■ WHAT YOU NEED TO DO ■
Identify each line below that contains the word "SPAFFORD", and copy it out.

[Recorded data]
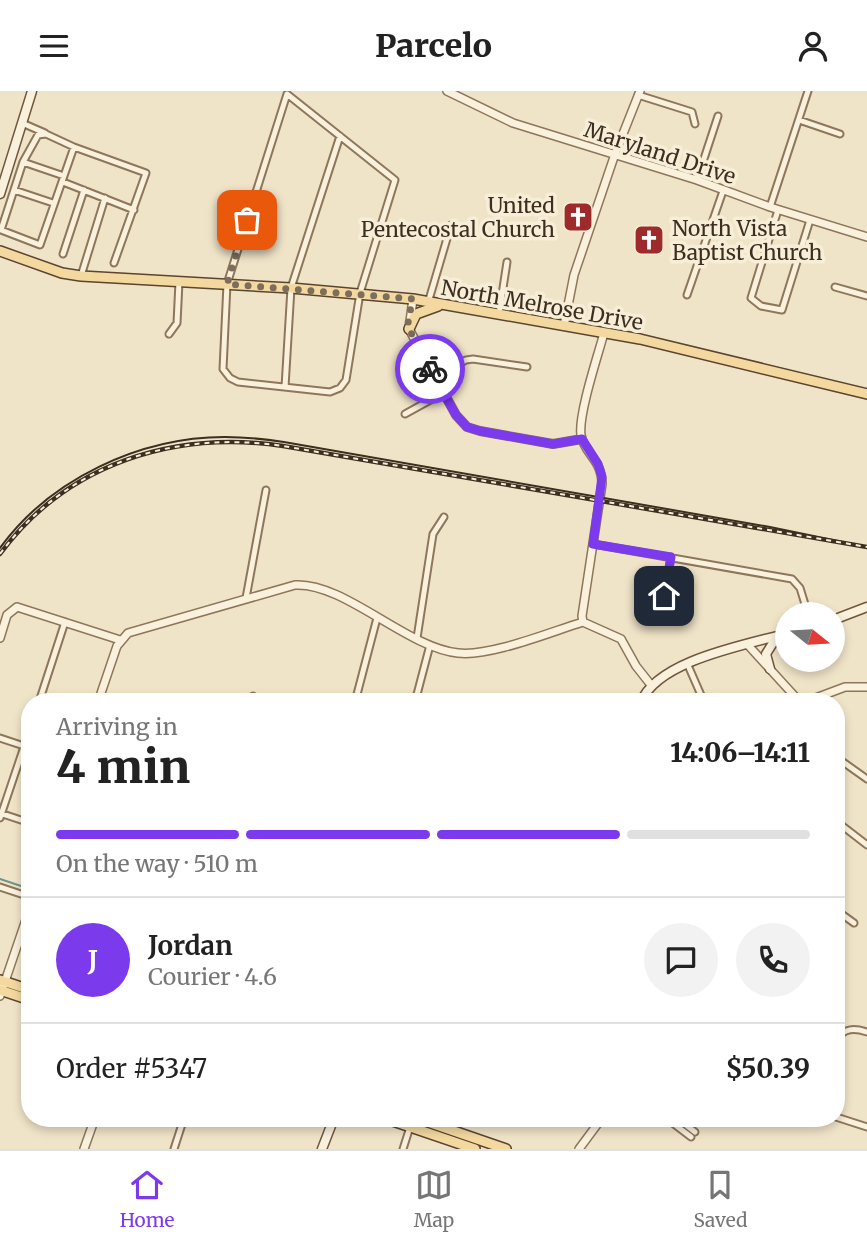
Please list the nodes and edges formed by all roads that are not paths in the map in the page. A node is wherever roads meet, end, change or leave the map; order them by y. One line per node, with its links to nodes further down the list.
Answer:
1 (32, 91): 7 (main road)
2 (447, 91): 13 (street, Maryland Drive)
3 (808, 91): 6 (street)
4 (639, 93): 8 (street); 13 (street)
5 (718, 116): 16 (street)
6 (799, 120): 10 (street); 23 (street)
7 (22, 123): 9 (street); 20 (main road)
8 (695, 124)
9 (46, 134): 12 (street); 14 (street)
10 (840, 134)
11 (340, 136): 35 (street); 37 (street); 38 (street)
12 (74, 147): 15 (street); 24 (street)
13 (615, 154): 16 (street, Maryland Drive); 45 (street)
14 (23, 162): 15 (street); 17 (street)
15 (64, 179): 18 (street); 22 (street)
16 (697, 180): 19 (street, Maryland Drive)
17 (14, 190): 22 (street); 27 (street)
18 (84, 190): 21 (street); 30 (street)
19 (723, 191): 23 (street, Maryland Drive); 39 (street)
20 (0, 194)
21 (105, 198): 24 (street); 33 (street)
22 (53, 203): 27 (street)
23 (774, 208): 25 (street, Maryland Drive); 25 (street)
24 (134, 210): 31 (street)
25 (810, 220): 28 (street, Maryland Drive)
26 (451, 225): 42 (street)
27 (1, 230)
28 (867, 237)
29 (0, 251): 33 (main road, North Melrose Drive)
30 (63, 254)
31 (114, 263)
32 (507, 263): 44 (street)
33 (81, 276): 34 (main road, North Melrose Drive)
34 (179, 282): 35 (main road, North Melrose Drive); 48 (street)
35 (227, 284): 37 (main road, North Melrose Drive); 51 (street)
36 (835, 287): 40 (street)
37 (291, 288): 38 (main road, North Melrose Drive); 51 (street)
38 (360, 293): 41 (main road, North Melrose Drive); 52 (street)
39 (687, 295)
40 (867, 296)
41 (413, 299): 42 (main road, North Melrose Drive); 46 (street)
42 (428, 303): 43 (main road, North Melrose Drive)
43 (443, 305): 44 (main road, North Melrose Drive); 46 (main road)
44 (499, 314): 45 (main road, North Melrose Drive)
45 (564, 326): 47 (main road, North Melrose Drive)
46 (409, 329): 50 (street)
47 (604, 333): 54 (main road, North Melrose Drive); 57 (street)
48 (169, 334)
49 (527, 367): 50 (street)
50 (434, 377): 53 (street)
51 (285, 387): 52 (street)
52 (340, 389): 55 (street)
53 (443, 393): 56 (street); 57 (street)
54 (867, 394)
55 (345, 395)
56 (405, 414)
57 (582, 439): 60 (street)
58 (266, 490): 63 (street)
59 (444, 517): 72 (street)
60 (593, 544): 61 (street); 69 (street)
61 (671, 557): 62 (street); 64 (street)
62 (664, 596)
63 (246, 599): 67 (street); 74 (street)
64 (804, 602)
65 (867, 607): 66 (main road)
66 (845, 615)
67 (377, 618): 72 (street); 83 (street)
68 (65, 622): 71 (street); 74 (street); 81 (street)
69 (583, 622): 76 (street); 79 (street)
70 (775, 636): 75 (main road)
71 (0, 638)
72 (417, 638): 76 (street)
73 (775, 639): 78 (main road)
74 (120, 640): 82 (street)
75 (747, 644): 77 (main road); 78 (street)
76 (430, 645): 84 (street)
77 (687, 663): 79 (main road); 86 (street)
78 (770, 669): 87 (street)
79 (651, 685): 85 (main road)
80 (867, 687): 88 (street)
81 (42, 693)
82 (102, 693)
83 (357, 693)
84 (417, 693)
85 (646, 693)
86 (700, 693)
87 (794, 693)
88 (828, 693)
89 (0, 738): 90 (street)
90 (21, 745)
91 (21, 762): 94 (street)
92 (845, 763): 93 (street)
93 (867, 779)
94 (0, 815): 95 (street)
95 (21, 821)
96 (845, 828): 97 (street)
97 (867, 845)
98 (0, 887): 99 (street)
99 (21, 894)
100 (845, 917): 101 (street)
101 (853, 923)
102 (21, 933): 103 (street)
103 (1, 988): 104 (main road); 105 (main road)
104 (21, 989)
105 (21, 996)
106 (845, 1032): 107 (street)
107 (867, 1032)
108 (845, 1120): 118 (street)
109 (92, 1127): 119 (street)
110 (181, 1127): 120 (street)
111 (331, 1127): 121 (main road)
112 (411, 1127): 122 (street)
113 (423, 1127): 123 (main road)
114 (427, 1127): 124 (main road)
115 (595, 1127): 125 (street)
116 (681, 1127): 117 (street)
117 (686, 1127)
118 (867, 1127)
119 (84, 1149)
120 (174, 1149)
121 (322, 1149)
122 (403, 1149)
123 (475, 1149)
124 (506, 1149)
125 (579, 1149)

---

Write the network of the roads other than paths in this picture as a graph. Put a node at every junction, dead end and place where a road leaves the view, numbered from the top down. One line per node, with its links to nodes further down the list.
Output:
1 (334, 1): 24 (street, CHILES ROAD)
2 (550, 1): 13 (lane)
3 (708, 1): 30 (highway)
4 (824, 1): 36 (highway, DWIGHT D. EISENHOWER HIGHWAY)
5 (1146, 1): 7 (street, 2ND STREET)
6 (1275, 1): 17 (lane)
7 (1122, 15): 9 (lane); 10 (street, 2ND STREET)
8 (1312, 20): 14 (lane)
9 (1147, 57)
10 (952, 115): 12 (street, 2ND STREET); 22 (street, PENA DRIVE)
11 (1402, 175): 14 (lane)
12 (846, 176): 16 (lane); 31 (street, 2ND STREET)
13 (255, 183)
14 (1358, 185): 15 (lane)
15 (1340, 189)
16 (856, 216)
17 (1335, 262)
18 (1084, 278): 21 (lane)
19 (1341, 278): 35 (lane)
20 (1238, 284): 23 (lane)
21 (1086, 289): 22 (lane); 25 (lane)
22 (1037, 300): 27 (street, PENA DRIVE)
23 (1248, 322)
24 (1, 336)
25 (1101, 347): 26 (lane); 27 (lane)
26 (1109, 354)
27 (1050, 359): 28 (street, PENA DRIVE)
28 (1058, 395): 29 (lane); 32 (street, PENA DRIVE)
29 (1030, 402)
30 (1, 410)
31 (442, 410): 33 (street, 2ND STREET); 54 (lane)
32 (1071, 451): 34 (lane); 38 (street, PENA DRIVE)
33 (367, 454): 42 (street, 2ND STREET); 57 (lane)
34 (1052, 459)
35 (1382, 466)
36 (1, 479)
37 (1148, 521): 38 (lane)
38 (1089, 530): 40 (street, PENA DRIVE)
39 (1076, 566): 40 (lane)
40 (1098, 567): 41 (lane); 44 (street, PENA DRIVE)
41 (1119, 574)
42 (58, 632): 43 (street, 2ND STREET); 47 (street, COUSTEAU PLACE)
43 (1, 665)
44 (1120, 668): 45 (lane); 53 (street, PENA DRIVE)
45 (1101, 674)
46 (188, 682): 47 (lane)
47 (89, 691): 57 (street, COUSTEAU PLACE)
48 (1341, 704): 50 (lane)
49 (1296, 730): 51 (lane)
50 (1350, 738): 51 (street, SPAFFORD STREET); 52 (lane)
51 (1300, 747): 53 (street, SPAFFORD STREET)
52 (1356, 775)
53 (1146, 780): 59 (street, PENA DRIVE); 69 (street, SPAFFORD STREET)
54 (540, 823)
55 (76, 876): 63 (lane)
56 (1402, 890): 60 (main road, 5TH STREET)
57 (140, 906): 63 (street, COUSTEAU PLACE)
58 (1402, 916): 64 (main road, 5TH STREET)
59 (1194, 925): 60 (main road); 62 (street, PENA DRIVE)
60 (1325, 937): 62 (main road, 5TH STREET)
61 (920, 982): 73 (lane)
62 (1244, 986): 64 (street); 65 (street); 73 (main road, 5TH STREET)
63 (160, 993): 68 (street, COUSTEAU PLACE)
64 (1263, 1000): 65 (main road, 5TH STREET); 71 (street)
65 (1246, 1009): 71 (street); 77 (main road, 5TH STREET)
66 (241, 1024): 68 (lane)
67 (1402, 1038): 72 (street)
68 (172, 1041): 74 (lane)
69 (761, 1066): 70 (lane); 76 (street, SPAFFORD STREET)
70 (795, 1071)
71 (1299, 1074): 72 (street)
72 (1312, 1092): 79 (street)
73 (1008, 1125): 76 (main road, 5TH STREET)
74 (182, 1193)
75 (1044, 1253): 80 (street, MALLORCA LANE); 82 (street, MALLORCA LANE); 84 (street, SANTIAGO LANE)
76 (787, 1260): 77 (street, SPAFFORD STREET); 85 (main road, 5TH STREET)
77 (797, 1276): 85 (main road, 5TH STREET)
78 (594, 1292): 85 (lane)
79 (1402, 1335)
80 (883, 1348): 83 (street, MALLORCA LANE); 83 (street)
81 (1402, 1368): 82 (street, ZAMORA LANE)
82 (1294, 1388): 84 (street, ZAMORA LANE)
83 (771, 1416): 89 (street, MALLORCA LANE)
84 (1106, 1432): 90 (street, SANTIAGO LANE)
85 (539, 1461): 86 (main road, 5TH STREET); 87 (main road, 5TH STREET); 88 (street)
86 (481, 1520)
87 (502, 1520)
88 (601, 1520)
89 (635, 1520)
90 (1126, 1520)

■ TASK ANSWER ■
50 (1350, 738): 51 (street, SPAFFORD STREET); 52 (lane)
51 (1300, 747): 53 (street, SPAFFORD STREET)
53 (1146, 780): 59 (street, PENA DRIVE); 69 (street, SPAFFORD STREET)
69 (761, 1066): 70 (lane); 76 (street, SPAFFORD STREET)
76 (787, 1260): 77 (street, SPAFFORD STREET); 85 (main road, 5TH STREET)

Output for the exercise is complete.